Levels of expression of kinin B₁ receptor mRNA in the paw skin (A), sciatic nerve (B), spinal cord (C), and cerebral cortex (D) 7 d after sham surgery or partial sciatic nerve ligation (PSNL) in wild-type mice (+/+) assessed by real-time RT-PCR assay. All data have been normalized for levels of GAPDH expression within the same sample. Each bar represents the mean ± SEM of three to six mice. ^*p < 0.05 denotes the significance level when compared with the sham-operated group (Student's t test).

Figure 6.

A, Overt nociception produced by intraplantar injection of des-Arg⁹-bradykinin (DABK; 10 nmol per paw) in wild-type mice (+/+) 7 d after partial sciatic nerve ligation (PSNL).
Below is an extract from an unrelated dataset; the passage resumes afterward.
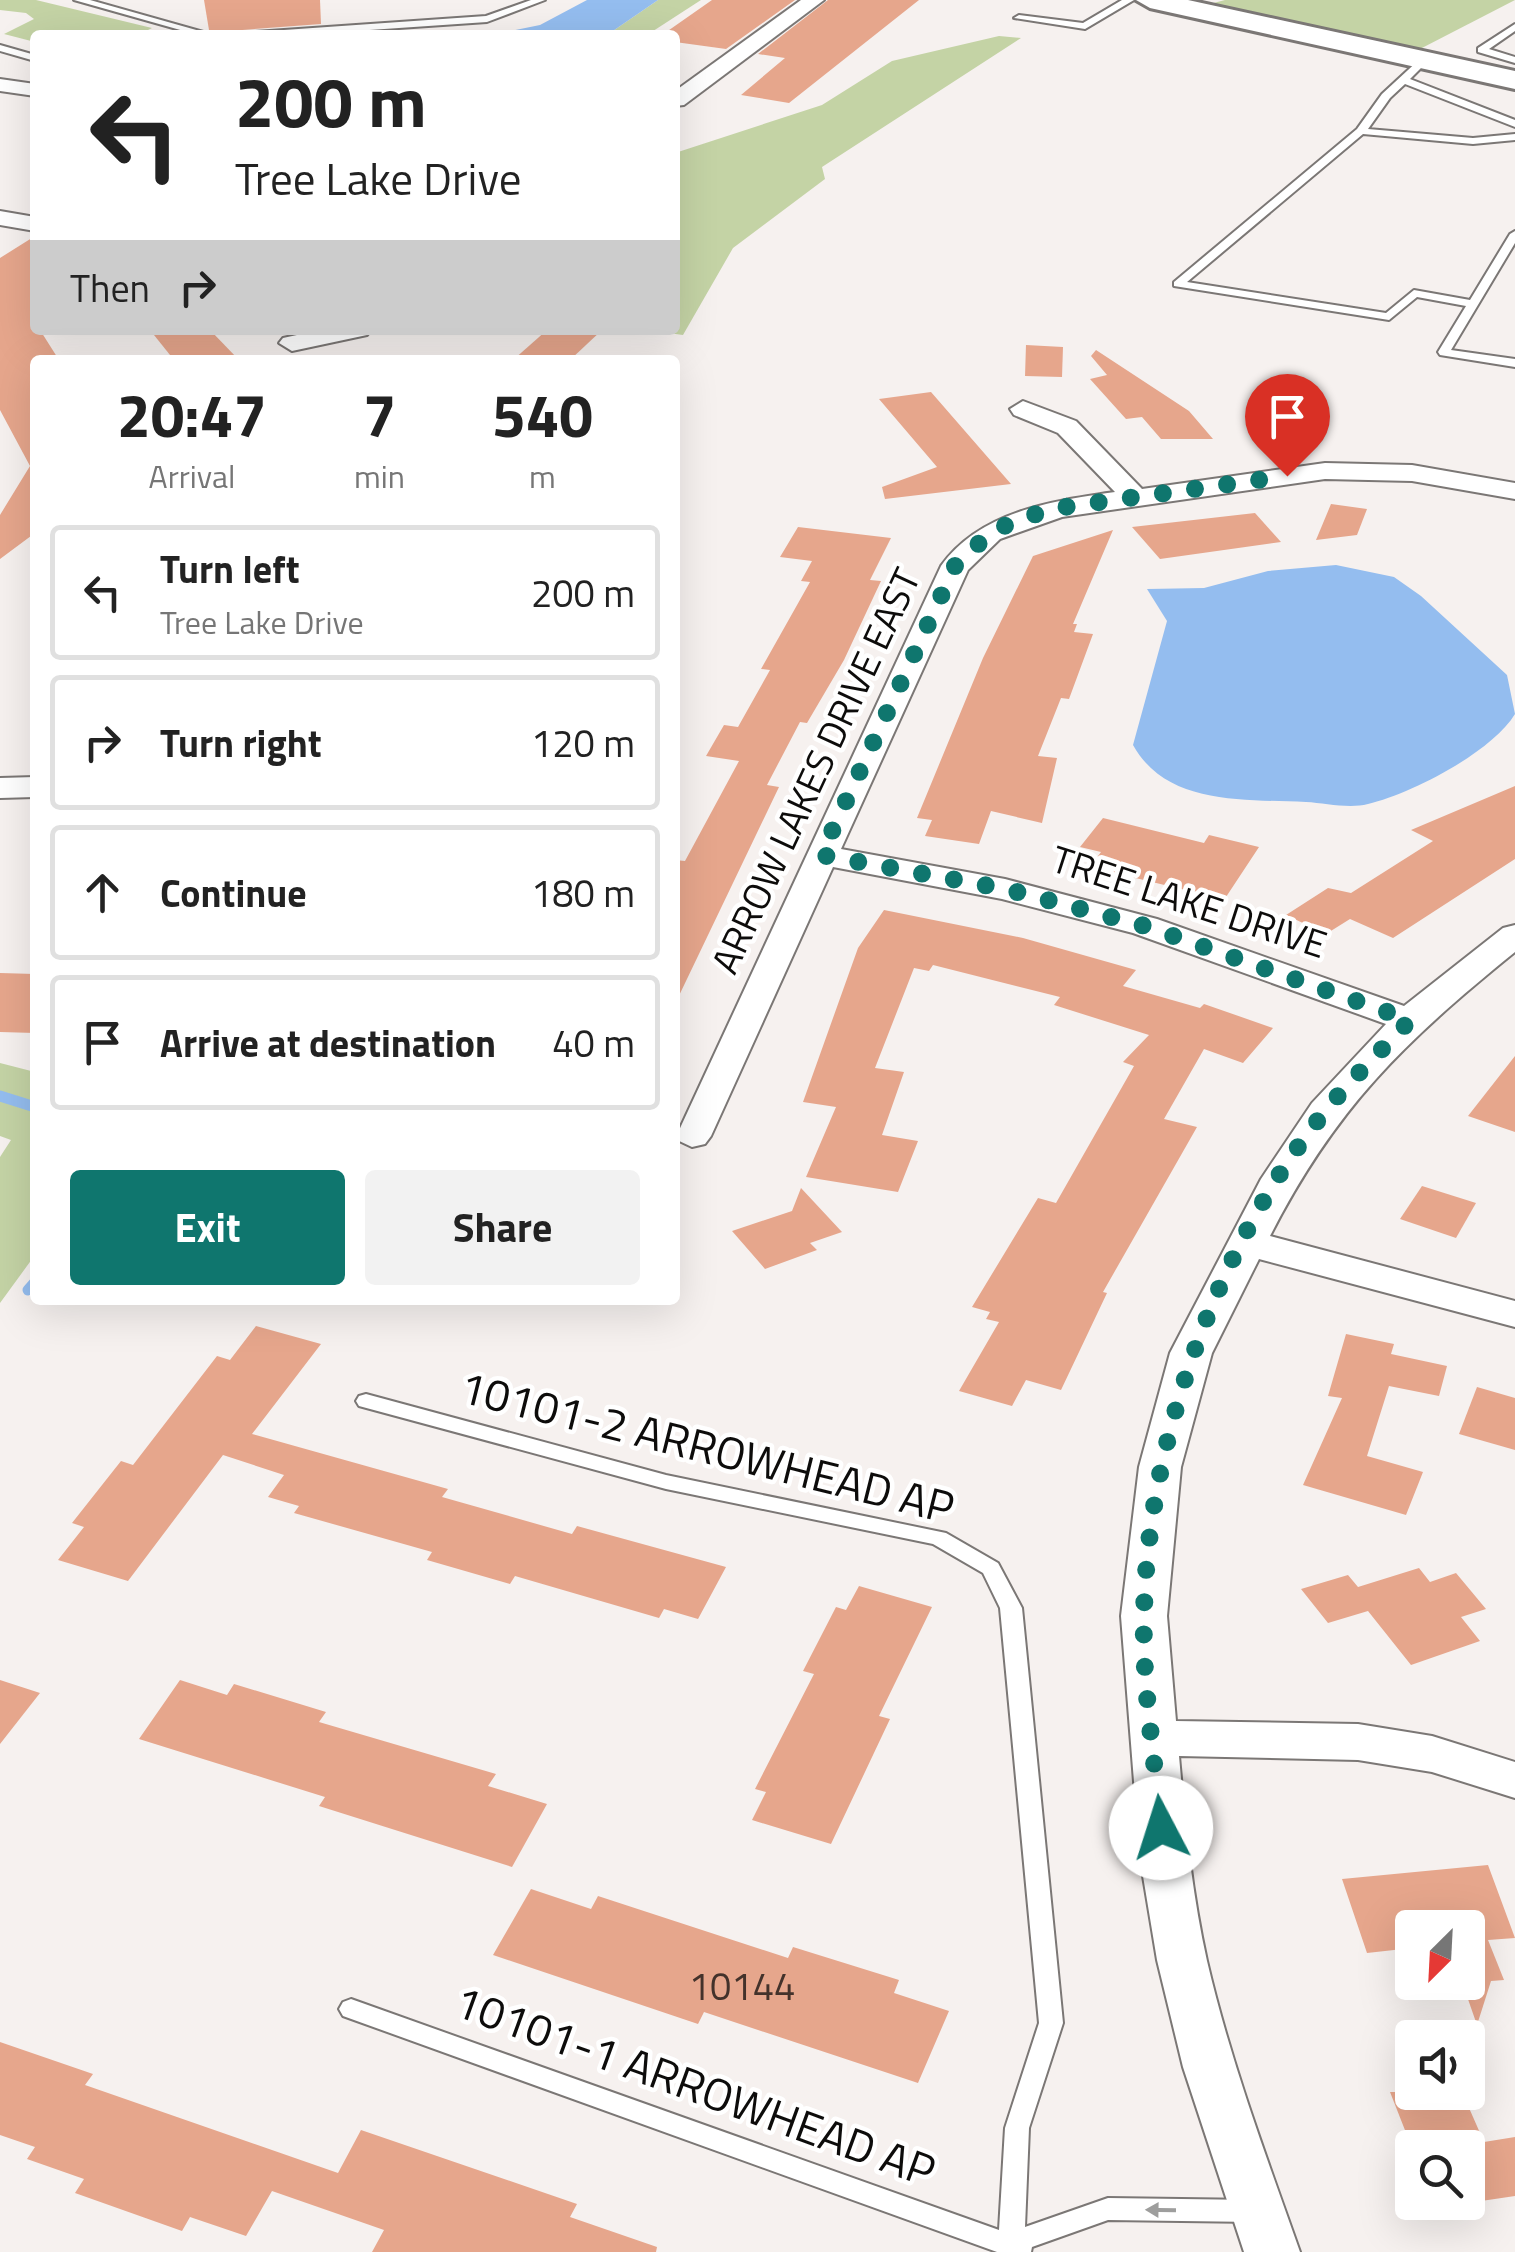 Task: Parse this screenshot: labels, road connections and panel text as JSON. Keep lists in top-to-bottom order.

B, Difference in temperature [Δ Temperature (°C)] between ipsilateral and contralateral hindpaw surface observed 7 d after unilateral sciatic nerve lesion. Each point represents the mean ± SEM of four to six mice. ^**p < 0.01 denotes the significance level when compared with wild-type sham-operated group. ^##p < 0.01 denotes the significance level when compared with wild-type PSNL group (one-way ANOVA followed by Student-Newman-Keuls test).